▸ Provided entries
- - - - - - -

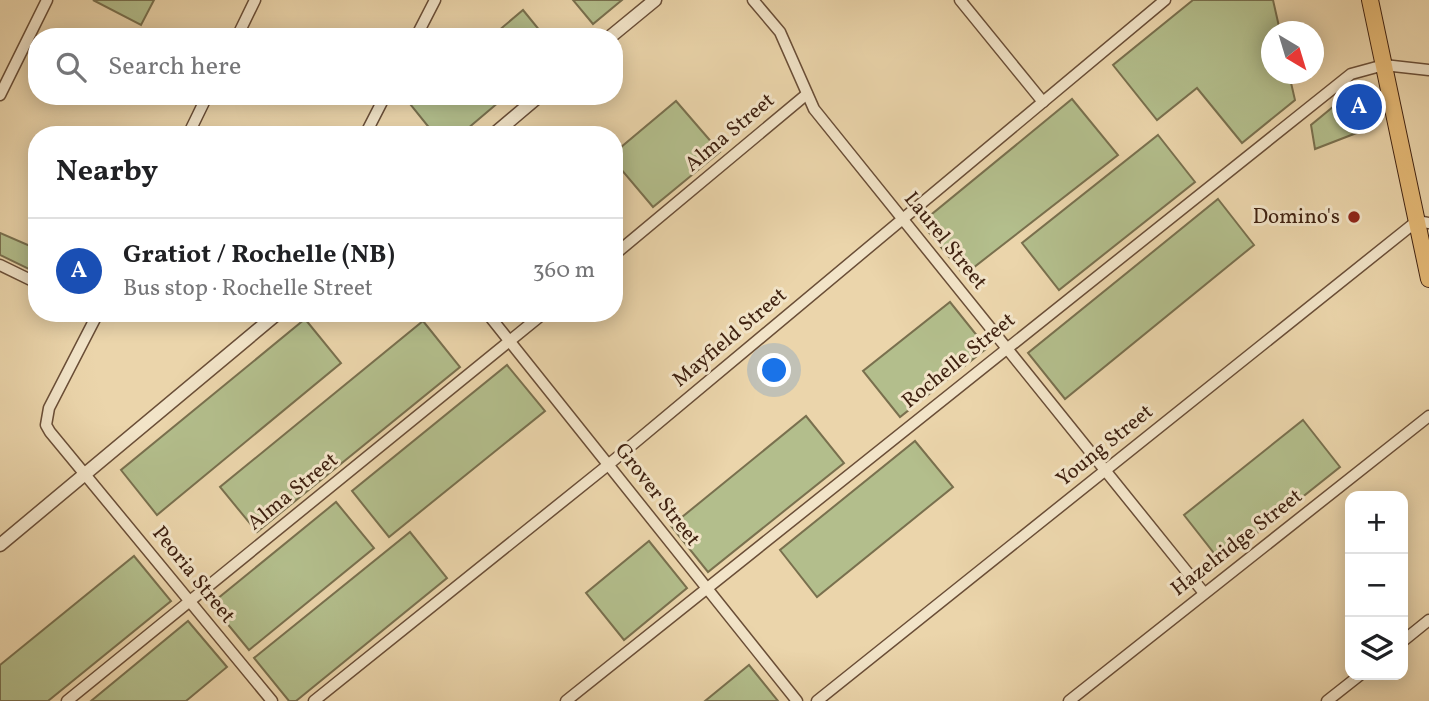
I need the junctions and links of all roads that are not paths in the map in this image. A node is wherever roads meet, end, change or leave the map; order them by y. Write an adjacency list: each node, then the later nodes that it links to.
1 (47, 0): 9 (street)
2 (256, 0): 10 (street)
3 (435, 0): 11 (street)
4 (654, 0): 12 (street)
5 (753, 0): 16 (street, Laurel Street)
6 (960, 0): 18 (street)
7 (1165, 0): 18 (street, Mayfield Street)
8 (1370, 0): 14 (main road)
9 (33, 28)
10 (242, 28)
11 (421, 28)
12 (621, 28)
13 (28, 38): 17 (street)
14 (1384, 65): 15 (street); 26 (main road); 36 (street, Rochelle Street)
15 (1429, 69)
16 (807, 94): 25 (street, Laurel Street); 27 (street, Alma Street)
17 (0, 95)
18 (1043, 102): 25 (street, Mayfield Street)
19 (203, 105): 22 (street)
20 (380, 105): 23 (street)
21 (528, 105): 24 (street)
22 (192, 126)
23 (370, 126)
24 (504, 126)
25 (902, 219): 36 (street, Laurel Street); 38 (street, Mayfield Street)
26 (1423, 222): 30 (main road); 39 (street, Young Street)
27 (623, 247)
28 (0, 265): 29 (street)
29 (28, 279)
30 (1429, 279)
31 (93, 322): 40 (street, Peoria Street)
32 (267, 322): 40 (street)
33 (494, 322): 35 (street, Grover Street)
34 (533, 322): 35 (street, Alma Street)
35 (510, 342): 38 (street, Grover Street); 44 (street, Alma Street)
36 (1007, 348): 39 (street, Laurel Street); 42 (street, Rochelle Street)
37 (1429, 416): 43 (street, Hazelridge Street)
38 (608, 465): 42 (street, Grover Street); 50 (street, Mayfield Street)
39 (1105, 470): 43 (street, Laurel Street); 53 (street, Young Street)
40 (85, 474): 41 (street); 44 (street, Peoria Street)
41 (0, 545)
42 (706, 589): 51 (street, Rochelle Street); 52 (street, Grover Street)
43 (1204, 593): 54 (street, Hazelridge Street)
44 (189, 600): 48 (street, Alma Street); 49 (street, Peoria Street)
45 (1429, 620): 46 (street)
46 (1408, 637)
47 (1354, 680): 55 (street)
48 (67, 701)
49 (272, 701)
50 (314, 701)
51 (566, 701)
52 (797, 701)
53 (817, 701)
54 (1069, 701)
55 (1327, 701)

- - - - - - -

▸ Exercise brief
From the first line to the last, copy the records above exactly and drop any pictures.

▸ Task output
I need the junctions and links of all roads that are not paths in the map in this image. A node is wherever roads meet, end, change or leave the map; order them by y. Write an adjacency list: each node, then the later nodes that it links to.
1 (47, 0): 9 (street)
2 (256, 0): 10 (street)
3 (435, 0): 11 (street)
4 (654, 0): 12 (street)
5 (753, 0): 16 (street, Laurel Street)
6 (960, 0): 18 (street)
7 (1165, 0): 18 (street, Mayfield Street)
8 (1370, 0): 14 (main road)
9 (33, 28)
10 (242, 28)
11 (421, 28)
12 (621, 28)
13 (28, 38): 17 (street)
14 (1384, 65): 15 (street); 26 (main road); 36 (street, Rochelle Street)
15 (1429, 69)
16 (807, 94): 25 (street, Laurel Street); 27 (street, Alma Street)
17 (0, 95)
18 (1043, 102): 25 (street, Mayfield Street)
19 (203, 105): 22 (street)
20 (380, 105): 23 (street)
21 (528, 105): 24 (street)
22 (192, 126)
23 (370, 126)
24 (504, 126)
25 (902, 219): 36 (street, Laurel Street); 38 (street, Mayfield Street)
26 (1423, 222): 30 (main road); 39 (street, Young Street)
27 (623, 247)
28 (0, 265): 29 (street)
29 (28, 279)
30 (1429, 279)
31 (93, 322): 40 (street, Peoria Street)
32 (267, 322): 40 (street)
33 (494, 322): 35 (street, Grover Street)
34 (533, 322): 35 (street, Alma Street)
35 (510, 342): 38 (street, Grover Street); 44 (street, Alma Street)
36 (1007, 348): 39 (street, Laurel Street); 42 (street, Rochelle Street)
37 (1429, 416): 43 (street, Hazelridge Street)
38 (608, 465): 42 (street, Grover Street); 50 (street, Mayfield Street)
39 (1105, 470): 43 (street, Laurel Street); 53 (street, Young Street)
40 (85, 474): 41 (street); 44 (street, Peoria Street)
41 (0, 545)
42 (706, 589): 51 (street, Rochelle Street); 52 (street, Grover Street)
43 (1204, 593): 54 (street, Hazelridge Street)
44 (189, 600): 48 (street, Alma Street); 49 (street, Peoria Street)
45 (1429, 620): 46 (street)
46 (1408, 637)
47 (1354, 680): 55 (street)
48 (67, 701)
49 (272, 701)
50 (314, 701)
51 (566, 701)
52 (797, 701)
53 (817, 701)
54 (1069, 701)
55 (1327, 701)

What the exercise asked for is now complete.